▸ Exercise: Locate, in the data below, the line that contains "thumb mcp: (289, 243)" and the line that contains "ring pip: (268, 274)"; reproduce exactly those two lines and every line between them, nothing more.

▸ Material for this exercise:
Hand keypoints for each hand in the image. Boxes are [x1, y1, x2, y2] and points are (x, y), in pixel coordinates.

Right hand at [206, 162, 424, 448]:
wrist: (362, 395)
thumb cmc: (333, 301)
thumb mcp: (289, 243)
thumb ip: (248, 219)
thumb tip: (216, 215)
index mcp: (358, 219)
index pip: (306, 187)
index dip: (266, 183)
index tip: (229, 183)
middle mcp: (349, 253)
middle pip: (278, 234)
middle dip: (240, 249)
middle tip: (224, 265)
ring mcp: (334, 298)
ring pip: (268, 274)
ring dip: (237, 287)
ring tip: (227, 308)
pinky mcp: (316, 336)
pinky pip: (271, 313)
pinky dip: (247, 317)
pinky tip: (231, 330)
...
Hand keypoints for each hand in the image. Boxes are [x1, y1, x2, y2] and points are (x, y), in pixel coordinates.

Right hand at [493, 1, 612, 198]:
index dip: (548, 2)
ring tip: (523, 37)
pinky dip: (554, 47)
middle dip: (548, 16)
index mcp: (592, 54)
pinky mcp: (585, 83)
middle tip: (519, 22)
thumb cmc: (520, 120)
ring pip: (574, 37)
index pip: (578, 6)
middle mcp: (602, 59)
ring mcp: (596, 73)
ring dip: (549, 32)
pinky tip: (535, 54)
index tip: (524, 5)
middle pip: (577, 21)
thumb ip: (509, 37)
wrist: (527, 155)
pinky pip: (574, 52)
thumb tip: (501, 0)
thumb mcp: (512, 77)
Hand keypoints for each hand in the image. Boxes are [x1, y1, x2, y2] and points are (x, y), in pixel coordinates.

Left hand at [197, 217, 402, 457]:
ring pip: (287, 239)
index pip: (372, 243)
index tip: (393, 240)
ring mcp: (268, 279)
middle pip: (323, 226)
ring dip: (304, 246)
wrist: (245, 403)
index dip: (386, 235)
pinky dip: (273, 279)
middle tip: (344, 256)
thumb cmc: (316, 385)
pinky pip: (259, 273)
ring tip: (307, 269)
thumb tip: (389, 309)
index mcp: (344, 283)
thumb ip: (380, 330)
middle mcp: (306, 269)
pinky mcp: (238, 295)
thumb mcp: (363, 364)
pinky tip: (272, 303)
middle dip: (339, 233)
* * *
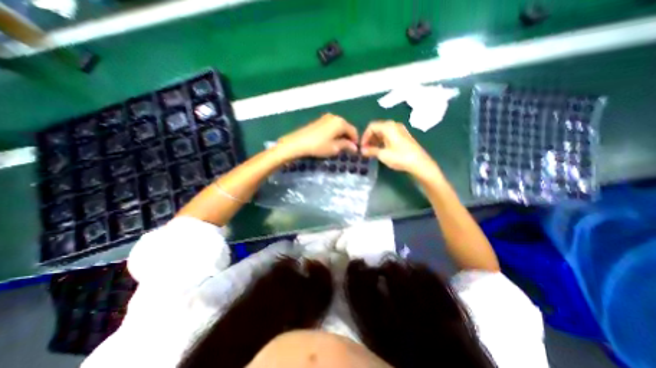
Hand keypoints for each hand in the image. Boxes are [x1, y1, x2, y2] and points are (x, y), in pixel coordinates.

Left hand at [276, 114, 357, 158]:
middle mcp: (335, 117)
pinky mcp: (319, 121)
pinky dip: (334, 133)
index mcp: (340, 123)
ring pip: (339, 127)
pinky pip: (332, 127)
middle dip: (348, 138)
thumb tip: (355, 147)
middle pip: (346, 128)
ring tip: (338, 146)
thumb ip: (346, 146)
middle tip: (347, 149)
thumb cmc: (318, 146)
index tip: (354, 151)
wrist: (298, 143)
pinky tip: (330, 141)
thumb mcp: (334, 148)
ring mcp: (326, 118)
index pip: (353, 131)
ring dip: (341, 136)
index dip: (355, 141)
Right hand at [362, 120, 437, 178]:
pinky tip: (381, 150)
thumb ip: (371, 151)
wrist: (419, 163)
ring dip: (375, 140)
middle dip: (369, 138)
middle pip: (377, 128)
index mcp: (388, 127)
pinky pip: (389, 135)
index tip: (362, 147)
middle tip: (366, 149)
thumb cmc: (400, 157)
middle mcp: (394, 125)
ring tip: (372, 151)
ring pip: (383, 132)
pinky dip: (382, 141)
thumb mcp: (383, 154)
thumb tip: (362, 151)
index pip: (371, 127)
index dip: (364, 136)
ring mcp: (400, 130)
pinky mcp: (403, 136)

▸ Exercise response:
thumb mcp: (289, 243)
thumb ip: (248, 219)
thumb tip: (216, 215)
index mcp: (358, 219)
index pip: (306, 187)
index dip: (266, 183)
index tip: (229, 183)
middle mcp: (349, 253)
middle pip: (278, 234)
middle dip: (240, 249)
middle tip: (224, 265)
ring mcp: (334, 298)
ring pip: (268, 274)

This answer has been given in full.